What is being asked » Select every line below containing the word "paths".

Input records »
◇ ◇ ◇ ◇ ◇
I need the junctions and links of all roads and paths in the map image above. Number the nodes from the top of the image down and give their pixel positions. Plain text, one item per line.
◇ ◇ ◇ ◇ ◇
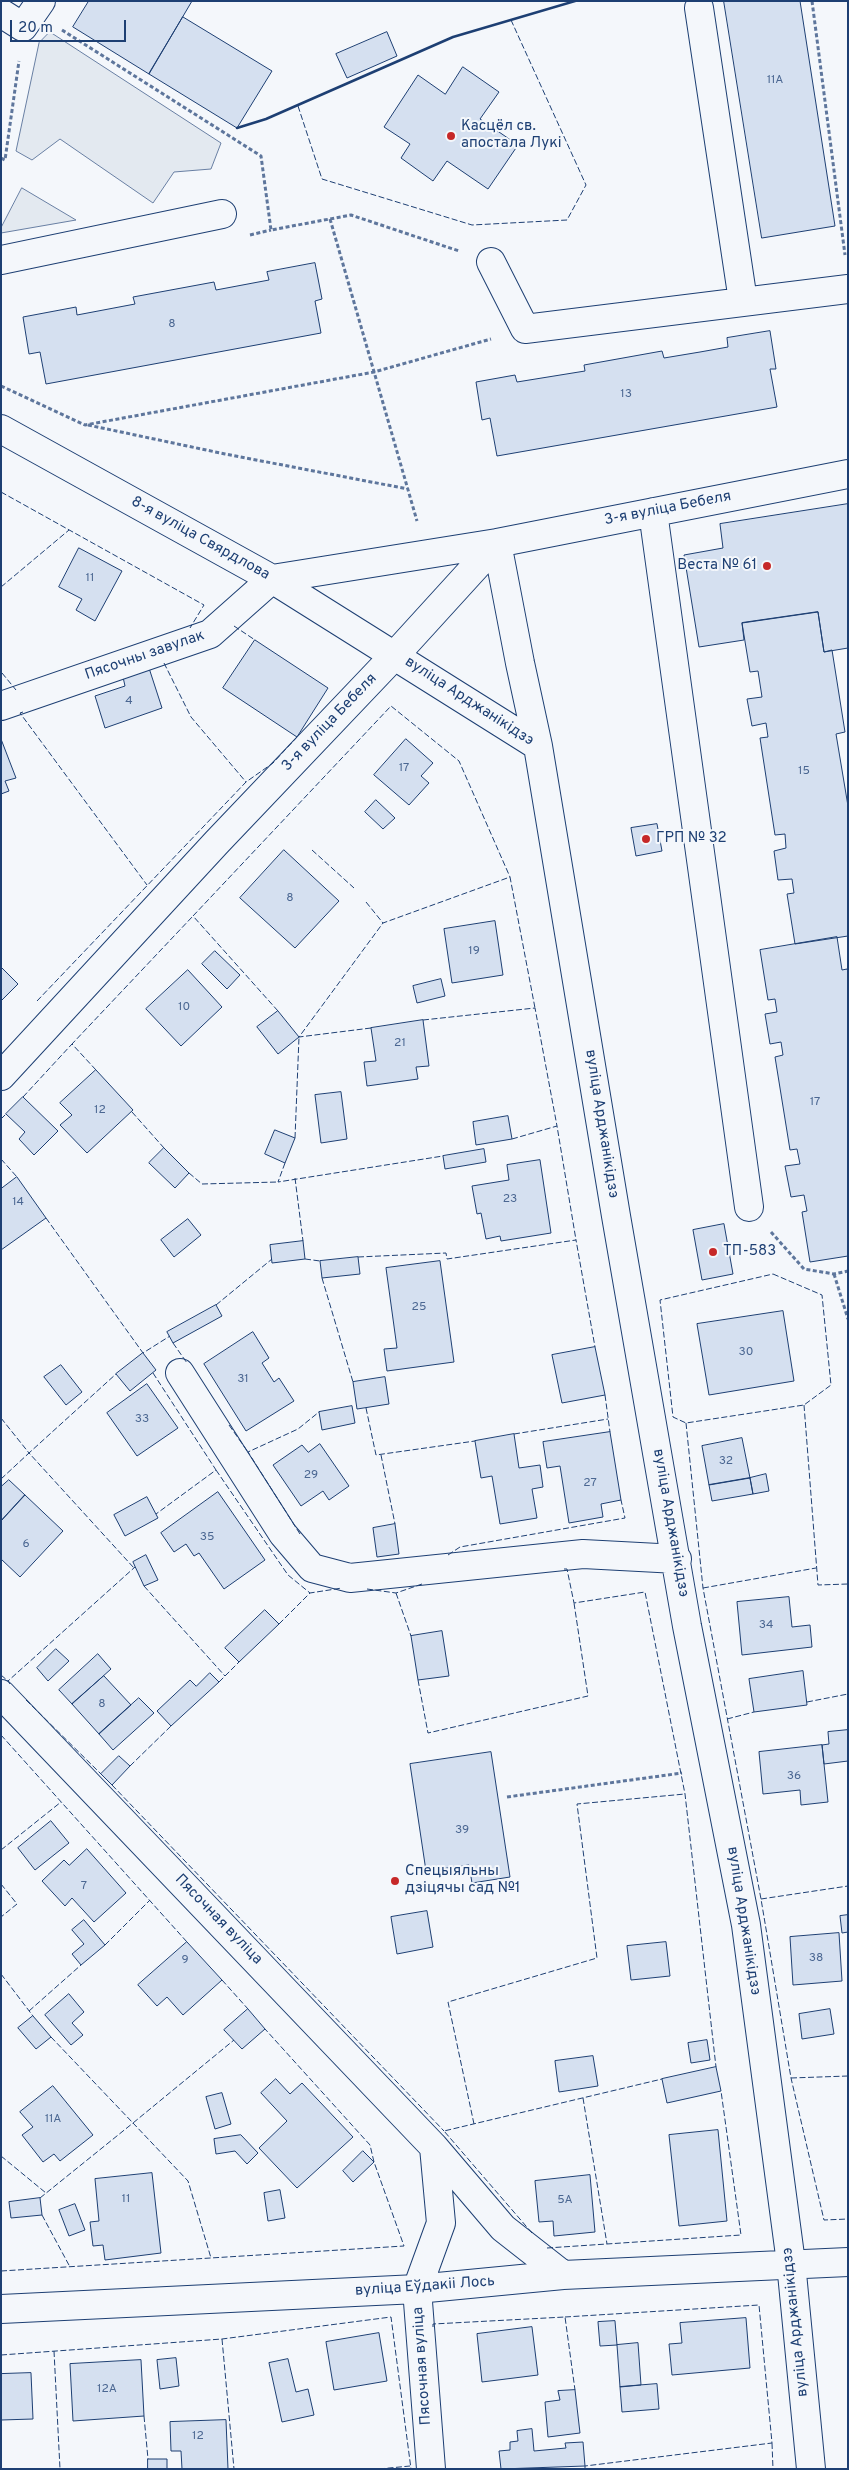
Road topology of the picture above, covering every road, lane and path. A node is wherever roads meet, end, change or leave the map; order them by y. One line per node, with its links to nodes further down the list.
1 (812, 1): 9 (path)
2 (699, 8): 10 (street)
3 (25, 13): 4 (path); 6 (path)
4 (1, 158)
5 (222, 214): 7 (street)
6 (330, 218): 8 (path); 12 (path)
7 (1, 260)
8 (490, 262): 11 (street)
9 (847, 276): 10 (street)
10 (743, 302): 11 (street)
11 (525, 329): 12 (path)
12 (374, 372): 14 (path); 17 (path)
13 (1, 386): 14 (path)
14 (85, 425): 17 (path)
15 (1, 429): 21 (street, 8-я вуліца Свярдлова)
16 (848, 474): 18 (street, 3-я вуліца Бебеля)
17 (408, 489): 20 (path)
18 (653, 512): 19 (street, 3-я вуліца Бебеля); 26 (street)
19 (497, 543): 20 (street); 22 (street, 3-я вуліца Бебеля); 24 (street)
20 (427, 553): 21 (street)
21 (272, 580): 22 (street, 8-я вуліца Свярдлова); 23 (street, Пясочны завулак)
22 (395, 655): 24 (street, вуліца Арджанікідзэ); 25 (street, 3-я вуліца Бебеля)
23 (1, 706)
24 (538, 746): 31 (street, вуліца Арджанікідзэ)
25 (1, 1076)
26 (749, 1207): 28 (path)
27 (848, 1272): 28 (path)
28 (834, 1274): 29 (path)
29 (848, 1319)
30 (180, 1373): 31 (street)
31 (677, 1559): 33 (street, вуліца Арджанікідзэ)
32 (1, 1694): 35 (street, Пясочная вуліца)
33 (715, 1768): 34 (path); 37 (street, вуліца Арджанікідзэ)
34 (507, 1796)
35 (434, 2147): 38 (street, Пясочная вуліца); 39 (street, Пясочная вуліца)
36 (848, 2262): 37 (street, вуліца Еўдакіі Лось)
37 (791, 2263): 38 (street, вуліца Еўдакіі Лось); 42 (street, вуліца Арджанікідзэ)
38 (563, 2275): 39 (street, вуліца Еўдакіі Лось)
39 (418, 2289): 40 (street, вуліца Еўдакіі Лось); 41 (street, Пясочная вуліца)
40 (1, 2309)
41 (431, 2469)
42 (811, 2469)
◇ ◇ ◇ ◇ ◇
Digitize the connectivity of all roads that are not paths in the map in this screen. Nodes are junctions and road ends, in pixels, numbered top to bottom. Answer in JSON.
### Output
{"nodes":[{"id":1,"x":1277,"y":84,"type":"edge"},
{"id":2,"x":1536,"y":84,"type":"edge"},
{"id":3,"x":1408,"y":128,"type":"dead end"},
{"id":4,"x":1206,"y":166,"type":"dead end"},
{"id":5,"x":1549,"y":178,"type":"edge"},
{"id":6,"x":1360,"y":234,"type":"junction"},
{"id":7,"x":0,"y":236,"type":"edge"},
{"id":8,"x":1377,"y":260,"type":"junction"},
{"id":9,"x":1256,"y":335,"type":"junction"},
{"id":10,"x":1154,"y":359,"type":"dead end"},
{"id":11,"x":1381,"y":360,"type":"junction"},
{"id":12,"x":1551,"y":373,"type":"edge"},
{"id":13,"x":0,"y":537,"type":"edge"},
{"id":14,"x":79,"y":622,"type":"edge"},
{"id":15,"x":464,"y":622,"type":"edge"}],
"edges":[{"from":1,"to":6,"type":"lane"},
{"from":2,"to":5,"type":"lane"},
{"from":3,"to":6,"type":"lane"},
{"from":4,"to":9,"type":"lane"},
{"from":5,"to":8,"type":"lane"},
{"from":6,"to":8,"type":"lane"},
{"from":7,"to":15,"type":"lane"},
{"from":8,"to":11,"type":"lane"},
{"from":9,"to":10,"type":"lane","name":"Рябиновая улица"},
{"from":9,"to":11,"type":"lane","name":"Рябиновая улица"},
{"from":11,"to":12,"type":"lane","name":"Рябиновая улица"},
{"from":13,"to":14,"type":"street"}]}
◇ ◇ ◇ ◇ ◇
Exercise answer »
I need the junctions and links of all roads and paths in the map image above. Number the nodes from the top of the image down and give their pixel positions. Plain text, one item per line.
Digitize the connectivity of all roads that are not paths in the map in this screen. Nodes are junctions and road ends, in pixels, numbered top to bottom. Answer in JSON.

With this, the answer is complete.